Haraway didn’t limit her speech to the mere meeting between human and machine. She alluded to the breakdown between any organism and machine, promoting cyborgs that take shape after biomorphic hybridization. Again, the topic has found a new fortune in digital and visual art.

The outstanding artist Jon Jacobsen has already made it a signature in his creations, playng with different and unpredictable references to reshape the limits of body.

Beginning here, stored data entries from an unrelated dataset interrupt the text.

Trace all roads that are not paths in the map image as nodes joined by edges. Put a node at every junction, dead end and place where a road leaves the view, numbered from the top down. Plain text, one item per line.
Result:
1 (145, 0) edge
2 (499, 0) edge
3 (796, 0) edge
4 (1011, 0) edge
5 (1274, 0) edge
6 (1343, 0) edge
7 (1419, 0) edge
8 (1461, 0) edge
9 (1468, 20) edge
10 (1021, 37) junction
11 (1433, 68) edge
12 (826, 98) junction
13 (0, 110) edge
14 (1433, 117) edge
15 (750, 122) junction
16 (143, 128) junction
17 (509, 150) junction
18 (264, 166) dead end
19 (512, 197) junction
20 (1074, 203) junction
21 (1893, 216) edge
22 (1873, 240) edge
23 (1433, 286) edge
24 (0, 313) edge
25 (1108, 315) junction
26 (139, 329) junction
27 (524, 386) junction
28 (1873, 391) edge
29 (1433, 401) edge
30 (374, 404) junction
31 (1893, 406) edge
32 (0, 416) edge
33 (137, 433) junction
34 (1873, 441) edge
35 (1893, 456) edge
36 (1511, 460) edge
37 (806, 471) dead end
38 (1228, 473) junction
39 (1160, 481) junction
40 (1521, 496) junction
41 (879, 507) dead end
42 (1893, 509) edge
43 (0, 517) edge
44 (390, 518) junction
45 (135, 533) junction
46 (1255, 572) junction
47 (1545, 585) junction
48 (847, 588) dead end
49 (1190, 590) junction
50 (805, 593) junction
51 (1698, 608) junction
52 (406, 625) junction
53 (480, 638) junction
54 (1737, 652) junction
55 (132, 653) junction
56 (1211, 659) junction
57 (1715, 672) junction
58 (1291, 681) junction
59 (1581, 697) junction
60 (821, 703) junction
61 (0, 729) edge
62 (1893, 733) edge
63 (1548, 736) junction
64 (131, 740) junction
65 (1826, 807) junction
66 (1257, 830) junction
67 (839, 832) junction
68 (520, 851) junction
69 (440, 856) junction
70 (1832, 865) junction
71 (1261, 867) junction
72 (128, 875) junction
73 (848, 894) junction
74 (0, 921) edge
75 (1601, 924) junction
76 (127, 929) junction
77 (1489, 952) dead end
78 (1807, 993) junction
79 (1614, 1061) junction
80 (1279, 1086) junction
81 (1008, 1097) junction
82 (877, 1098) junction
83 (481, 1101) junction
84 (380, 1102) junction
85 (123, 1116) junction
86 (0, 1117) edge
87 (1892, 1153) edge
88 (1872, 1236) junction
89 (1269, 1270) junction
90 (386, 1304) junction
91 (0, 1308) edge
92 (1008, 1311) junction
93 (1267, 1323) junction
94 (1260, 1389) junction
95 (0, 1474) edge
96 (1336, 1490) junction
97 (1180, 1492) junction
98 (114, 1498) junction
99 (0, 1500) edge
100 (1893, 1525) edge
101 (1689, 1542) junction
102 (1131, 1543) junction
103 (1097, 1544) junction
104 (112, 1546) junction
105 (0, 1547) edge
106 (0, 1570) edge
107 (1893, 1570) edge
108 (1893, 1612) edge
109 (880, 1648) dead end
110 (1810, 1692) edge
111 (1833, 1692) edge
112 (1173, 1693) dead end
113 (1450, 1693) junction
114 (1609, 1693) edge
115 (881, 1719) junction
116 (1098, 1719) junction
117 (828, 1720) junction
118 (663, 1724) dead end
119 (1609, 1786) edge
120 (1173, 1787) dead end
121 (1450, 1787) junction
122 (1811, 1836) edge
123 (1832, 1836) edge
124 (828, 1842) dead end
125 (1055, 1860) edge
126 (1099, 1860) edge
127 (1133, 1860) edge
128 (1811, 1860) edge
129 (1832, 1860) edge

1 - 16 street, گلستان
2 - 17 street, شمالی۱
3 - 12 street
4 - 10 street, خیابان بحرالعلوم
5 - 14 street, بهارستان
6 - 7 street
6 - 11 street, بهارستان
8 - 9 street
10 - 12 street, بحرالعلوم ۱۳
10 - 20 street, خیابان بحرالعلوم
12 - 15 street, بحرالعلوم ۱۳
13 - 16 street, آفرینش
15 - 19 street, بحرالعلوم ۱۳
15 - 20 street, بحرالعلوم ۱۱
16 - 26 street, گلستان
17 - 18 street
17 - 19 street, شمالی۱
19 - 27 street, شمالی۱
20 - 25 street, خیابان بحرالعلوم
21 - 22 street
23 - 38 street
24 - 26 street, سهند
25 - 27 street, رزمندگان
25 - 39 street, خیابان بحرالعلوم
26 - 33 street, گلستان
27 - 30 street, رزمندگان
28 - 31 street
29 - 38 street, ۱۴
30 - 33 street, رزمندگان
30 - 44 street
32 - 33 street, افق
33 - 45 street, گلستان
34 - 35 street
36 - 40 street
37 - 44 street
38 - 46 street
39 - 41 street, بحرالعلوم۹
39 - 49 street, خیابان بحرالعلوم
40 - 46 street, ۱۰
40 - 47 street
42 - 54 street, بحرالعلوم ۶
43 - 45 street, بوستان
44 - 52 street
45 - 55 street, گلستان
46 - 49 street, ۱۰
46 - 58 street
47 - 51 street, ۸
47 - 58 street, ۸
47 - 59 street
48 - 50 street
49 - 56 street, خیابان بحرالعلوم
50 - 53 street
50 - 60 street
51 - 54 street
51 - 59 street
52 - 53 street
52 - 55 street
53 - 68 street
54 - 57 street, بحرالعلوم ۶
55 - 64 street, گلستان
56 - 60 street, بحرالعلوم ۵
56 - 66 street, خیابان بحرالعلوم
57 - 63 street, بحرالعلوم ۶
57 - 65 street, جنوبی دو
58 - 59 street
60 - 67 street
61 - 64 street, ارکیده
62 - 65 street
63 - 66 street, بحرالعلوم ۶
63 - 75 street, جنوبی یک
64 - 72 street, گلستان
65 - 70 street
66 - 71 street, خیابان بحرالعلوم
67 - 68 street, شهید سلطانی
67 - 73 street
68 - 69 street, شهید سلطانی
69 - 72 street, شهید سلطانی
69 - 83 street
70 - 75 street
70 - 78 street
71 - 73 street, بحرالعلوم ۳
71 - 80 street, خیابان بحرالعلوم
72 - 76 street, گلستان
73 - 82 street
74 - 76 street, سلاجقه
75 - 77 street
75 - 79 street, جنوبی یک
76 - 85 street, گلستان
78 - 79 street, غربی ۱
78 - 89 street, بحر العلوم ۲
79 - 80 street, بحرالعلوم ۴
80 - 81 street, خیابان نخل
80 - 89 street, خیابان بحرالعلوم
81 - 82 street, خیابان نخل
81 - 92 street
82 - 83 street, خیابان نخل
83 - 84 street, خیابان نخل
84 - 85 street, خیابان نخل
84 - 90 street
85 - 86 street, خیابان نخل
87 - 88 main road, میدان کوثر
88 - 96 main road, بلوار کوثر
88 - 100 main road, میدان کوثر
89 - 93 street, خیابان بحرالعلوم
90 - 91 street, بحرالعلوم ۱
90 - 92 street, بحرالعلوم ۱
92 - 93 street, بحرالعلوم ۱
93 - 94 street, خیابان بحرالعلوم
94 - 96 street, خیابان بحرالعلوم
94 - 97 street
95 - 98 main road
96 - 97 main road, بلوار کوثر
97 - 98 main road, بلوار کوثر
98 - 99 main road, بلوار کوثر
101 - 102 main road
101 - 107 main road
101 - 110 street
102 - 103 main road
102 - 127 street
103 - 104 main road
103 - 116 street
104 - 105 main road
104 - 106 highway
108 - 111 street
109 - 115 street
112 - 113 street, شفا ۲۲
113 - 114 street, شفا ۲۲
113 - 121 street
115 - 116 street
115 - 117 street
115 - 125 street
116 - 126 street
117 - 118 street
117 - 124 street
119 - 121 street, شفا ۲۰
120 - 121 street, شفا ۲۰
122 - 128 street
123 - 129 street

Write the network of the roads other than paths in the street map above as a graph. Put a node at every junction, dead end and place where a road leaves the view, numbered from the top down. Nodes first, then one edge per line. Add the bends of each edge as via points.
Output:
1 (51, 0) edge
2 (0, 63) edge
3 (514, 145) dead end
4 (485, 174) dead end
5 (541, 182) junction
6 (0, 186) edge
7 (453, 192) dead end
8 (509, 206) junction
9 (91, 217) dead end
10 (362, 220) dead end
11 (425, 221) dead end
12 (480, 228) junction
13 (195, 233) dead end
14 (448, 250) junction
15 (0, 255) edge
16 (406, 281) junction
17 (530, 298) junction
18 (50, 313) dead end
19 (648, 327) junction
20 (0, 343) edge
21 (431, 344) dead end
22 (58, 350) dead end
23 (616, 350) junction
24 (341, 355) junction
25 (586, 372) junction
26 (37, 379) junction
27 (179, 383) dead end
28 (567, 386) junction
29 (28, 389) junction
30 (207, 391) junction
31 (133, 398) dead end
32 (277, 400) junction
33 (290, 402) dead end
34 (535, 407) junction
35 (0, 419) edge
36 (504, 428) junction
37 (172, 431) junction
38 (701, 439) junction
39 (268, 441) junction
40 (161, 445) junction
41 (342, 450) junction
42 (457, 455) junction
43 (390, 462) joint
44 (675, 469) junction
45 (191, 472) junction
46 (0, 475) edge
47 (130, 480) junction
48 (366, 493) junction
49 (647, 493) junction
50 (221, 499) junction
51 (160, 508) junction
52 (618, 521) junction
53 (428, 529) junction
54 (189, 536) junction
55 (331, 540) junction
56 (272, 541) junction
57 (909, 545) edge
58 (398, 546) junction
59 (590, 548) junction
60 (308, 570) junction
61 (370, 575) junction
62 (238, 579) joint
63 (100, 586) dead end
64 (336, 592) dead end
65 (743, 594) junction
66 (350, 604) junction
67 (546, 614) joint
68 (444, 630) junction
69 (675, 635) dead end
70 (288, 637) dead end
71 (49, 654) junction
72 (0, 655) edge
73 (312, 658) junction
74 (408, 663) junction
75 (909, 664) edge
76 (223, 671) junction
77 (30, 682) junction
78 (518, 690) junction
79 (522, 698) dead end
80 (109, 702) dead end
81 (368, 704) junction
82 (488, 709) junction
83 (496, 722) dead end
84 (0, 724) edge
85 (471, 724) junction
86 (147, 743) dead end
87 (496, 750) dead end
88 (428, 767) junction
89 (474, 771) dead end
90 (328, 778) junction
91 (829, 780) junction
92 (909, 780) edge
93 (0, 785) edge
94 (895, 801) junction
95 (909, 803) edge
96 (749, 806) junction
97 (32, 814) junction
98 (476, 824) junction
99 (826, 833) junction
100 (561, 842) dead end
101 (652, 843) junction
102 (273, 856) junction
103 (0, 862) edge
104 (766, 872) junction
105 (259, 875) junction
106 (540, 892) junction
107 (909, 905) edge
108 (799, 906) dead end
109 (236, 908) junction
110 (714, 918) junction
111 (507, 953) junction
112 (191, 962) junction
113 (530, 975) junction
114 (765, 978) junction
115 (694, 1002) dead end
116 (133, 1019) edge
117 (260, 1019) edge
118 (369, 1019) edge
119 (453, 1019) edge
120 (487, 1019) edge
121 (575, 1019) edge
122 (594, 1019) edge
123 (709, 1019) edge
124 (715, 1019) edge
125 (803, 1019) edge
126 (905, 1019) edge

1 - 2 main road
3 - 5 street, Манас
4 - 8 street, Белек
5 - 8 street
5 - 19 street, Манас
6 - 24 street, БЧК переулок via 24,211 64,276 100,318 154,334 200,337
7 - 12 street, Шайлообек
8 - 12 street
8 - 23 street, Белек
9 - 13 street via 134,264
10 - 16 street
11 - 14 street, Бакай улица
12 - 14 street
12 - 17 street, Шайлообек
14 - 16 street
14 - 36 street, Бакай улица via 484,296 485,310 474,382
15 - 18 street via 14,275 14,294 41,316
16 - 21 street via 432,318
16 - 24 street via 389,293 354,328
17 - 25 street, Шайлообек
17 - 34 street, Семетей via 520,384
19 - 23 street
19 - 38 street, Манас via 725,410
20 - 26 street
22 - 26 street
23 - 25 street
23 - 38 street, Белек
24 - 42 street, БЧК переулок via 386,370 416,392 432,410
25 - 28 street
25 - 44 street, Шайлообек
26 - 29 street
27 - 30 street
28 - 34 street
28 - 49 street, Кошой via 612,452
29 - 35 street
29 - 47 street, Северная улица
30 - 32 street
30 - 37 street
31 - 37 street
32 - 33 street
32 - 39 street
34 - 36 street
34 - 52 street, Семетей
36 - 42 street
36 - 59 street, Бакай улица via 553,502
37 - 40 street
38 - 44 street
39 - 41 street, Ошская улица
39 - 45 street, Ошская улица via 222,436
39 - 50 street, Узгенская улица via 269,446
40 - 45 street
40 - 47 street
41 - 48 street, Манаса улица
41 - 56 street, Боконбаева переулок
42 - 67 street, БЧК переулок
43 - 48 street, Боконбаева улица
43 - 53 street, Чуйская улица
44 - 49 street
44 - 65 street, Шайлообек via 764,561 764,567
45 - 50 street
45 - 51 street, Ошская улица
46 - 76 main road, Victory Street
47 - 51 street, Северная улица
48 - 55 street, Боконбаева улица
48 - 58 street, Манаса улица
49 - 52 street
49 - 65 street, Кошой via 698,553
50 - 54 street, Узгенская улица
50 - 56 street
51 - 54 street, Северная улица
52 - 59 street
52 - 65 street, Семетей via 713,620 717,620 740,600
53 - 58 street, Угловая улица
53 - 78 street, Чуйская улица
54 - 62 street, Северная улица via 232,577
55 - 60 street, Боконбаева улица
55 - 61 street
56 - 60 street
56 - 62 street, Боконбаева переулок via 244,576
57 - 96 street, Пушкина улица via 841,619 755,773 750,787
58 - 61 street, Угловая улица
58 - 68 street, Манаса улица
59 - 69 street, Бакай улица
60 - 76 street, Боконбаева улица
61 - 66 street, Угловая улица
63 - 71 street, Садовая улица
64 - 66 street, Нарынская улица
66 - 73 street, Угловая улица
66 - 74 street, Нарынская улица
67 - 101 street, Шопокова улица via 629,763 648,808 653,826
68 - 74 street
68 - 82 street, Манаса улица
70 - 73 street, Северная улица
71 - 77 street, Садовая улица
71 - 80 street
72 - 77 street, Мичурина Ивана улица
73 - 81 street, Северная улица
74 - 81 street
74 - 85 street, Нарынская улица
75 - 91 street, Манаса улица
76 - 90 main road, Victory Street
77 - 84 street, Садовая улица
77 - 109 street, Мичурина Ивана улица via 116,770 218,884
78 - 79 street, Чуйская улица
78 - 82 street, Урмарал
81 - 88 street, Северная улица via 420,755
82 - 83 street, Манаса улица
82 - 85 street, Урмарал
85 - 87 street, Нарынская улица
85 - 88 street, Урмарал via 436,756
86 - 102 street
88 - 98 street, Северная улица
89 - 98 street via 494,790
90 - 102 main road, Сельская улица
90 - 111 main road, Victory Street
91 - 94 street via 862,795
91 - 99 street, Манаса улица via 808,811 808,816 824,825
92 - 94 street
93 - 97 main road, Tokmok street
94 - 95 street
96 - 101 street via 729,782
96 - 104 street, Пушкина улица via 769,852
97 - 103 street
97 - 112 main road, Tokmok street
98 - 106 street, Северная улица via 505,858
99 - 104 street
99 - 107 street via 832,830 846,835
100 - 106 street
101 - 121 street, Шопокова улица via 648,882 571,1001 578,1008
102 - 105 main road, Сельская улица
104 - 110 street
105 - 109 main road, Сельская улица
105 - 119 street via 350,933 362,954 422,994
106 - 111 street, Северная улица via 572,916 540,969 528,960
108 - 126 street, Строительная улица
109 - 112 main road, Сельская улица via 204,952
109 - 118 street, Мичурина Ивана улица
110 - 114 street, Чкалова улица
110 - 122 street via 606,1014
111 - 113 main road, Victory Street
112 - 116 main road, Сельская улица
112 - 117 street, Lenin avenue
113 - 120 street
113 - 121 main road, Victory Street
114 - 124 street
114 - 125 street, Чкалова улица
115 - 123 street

Digital face of a old man made of moss and other organic material
Source: Jon Jacobsen

More recently, the emblematic work of the visual artist Curry Tian, “The Impurity of the Body” is definitely worth a quote.

Source: Curry Tian

And what about playing with both influences? The unique aesthetics of Brandon Allen Bolmen, alias Maskarade, takes the best from the meeting point between body, nature, and the cybernetic. His bodies are in continuous evolution and transition, embracing the fluid essence of contemporary identities.

Source: Brandon B

Those are just a few possibilities you can explore.

But we hope you got the point. Do not limit yourself to old standards and mental boxes. The Metaverse is now, and it’s also up to you to contribute to achieving that freedom, negated i traditional social media practices. And that freedom starts with your very digital skin.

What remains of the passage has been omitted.